[Data section Boundary: Start]

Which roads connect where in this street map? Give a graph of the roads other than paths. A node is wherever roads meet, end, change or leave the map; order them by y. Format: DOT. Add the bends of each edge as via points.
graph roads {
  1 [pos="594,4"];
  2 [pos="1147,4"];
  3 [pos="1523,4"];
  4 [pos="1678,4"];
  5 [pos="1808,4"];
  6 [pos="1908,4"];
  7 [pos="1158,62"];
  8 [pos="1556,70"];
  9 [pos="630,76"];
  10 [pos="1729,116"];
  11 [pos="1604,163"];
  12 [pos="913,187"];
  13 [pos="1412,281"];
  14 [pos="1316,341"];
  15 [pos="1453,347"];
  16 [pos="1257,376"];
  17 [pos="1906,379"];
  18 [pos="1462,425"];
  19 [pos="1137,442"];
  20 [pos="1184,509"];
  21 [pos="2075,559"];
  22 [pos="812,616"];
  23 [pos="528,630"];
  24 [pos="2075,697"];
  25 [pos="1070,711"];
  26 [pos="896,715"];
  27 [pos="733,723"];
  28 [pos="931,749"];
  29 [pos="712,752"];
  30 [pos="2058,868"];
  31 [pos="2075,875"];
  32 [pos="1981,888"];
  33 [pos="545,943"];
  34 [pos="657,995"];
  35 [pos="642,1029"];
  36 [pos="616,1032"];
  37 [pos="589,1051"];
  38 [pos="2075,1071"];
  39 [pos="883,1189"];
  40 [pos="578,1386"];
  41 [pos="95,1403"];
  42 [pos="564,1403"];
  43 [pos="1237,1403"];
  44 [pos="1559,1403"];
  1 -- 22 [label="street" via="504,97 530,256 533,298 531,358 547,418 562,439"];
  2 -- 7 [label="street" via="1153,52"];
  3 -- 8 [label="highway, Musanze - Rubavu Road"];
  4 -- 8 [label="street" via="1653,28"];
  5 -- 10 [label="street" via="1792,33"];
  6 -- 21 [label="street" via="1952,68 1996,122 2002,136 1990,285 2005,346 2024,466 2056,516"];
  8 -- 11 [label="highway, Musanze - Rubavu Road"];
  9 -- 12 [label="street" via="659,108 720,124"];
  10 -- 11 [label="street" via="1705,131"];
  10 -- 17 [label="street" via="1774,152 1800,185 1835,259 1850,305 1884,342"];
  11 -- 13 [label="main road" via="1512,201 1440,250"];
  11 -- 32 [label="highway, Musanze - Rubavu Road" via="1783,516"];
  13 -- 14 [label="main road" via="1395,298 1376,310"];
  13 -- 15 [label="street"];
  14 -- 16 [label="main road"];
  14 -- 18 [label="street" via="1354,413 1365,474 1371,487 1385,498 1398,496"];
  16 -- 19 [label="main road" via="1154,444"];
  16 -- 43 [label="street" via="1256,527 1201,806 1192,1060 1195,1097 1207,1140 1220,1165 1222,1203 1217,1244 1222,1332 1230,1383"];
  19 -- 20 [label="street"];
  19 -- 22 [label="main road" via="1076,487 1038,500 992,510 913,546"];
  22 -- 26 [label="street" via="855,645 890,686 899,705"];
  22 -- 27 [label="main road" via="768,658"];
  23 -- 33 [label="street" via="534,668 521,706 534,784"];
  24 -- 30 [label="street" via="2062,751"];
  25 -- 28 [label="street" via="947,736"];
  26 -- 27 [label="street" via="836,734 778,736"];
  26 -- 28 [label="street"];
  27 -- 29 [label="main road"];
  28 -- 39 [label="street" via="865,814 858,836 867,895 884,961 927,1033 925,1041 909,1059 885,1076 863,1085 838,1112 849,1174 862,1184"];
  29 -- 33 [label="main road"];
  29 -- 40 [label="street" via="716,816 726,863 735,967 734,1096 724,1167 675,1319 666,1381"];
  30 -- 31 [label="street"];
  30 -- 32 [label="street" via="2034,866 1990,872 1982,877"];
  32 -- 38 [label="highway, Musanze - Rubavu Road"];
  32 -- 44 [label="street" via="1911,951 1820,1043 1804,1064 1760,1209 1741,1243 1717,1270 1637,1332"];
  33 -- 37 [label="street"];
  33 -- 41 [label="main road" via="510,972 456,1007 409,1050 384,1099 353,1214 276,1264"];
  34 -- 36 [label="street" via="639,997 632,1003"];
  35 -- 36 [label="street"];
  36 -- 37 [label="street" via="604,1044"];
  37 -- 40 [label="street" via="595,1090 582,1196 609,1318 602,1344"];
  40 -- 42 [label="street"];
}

[Data section Boundary: End]

# Requirement
Write out the records again, exactly as given.

# Answer space
Which roads connect where in this street map? Give a graph of the roads other than paths. A node is wherever roads meet, end, change or leave the map; order them by y. Format: DOT. Add the bends of each edge as via points.
graph roads {
  1 [pos="594,4"];
  2 [pos="1147,4"];
  3 [pos="1523,4"];
  4 [pos="1678,4"];
  5 [pos="1808,4"];
  6 [pos="1908,4"];
  7 [pos="1158,62"];
  8 [pos="1556,70"];
  9 [pos="630,76"];
  10 [pos="1729,116"];
  11 [pos="1604,163"];
  12 [pos="913,187"];
  13 [pos="1412,281"];
  14 [pos="1316,341"];
  15 [pos="1453,347"];
  16 [pos="1257,376"];
  17 [pos="1906,379"];
  18 [pos="1462,425"];
  19 [pos="1137,442"];
  20 [pos="1184,509"];
  21 [pos="2075,559"];
  22 [pos="812,616"];
  23 [pos="528,630"];
  24 [pos="2075,697"];
  25 [pos="1070,711"];
  26 [pos="896,715"];
  27 [pos="733,723"];
  28 [pos="931,749"];
  29 [pos="712,752"];
  30 [pos="2058,868"];
  31 [pos="2075,875"];
  32 [pos="1981,888"];
  33 [pos="545,943"];
  34 [pos="657,995"];
  35 [pos="642,1029"];
  36 [pos="616,1032"];
  37 [pos="589,1051"];
  38 [pos="2075,1071"];
  39 [pos="883,1189"];
  40 [pos="578,1386"];
  41 [pos="95,1403"];
  42 [pos="564,1403"];
  43 [pos="1237,1403"];
  44 [pos="1559,1403"];
  1 -- 22 [label="street" via="504,97 530,256 533,298 531,358 547,418 562,439"];
  2 -- 7 [label="street" via="1153,52"];
  3 -- 8 [label="highway, Musanze - Rubavu Road"];
  4 -- 8 [label="street" via="1653,28"];
  5 -- 10 [label="street" via="1792,33"];
  6 -- 21 [label="street" via="1952,68 1996,122 2002,136 1990,285 2005,346 2024,466 2056,516"];
  8 -- 11 [label="highway, Musanze - Rubavu Road"];
  9 -- 12 [label="street" via="659,108 720,124"];
  10 -- 11 [label="street" via="1705,131"];
  10 -- 17 [label="street" via="1774,152 1800,185 1835,259 1850,305 1884,342"];
  11 -- 13 [label="main road" via="1512,201 1440,250"];
  11 -- 32 [label="highway, Musanze - Rubavu Road" via="1783,516"];
  13 -- 14 [label="main road" via="1395,298 1376,310"];
  13 -- 15 [label="street"];
  14 -- 16 [label="main road"];
  14 -- 18 [label="street" via="1354,413 1365,474 1371,487 1385,498 1398,496"];
  16 -- 19 [label="main road" via="1154,444"];
  16 -- 43 [label="street" via="1256,527 1201,806 1192,1060 1195,1097 1207,1140 1220,1165 1222,1203 1217,1244 1222,1332 1230,1383"];
  19 -- 20 [label="street"];
  19 -- 22 [label="main road" via="1076,487 1038,500 992,510 913,546"];
  22 -- 26 [label="street" via="855,645 890,686 899,705"];
  22 -- 27 [label="main road" via="768,658"];
  23 -- 33 [label="street" via="534,668 521,706 534,784"];
  24 -- 30 [label="street" via="2062,751"];
  25 -- 28 [label="street" via="947,736"];
  26 -- 27 [label="street" via="836,734 778,736"];
  26 -- 28 [label="street"];
  27 -- 29 [label="main road"];
  28 -- 39 [label="street" via="865,814 858,836 867,895 884,961 927,1033 925,1041 909,1059 885,1076 863,1085 838,1112 849,1174 862,1184"];
  29 -- 33 [label="main road"];
  29 -- 40 [label="street" via="716,816 726,863 735,967 734,1096 724,1167 675,1319 666,1381"];
  30 -- 31 [label="street"];
  30 -- 32 [label="street" via="2034,866 1990,872 1982,877"];
  32 -- 38 [label="highway, Musanze - Rubavu Road"];
  32 -- 44 [label="street" via="1911,951 1820,1043 1804,1064 1760,1209 1741,1243 1717,1270 1637,1332"];
  33 -- 37 [label="street"];
  33 -- 41 [label="main road" via="510,972 456,1007 409,1050 384,1099 353,1214 276,1264"];
  34 -- 36 [label="street" via="639,997 632,1003"];
  35 -- 36 [label="street"];
  36 -- 37 [label="street" via="604,1044"];
  37 -- 40 [label="street" via="595,1090 582,1196 609,1318 602,1344"];
  40 -- 42 [label="street"];
}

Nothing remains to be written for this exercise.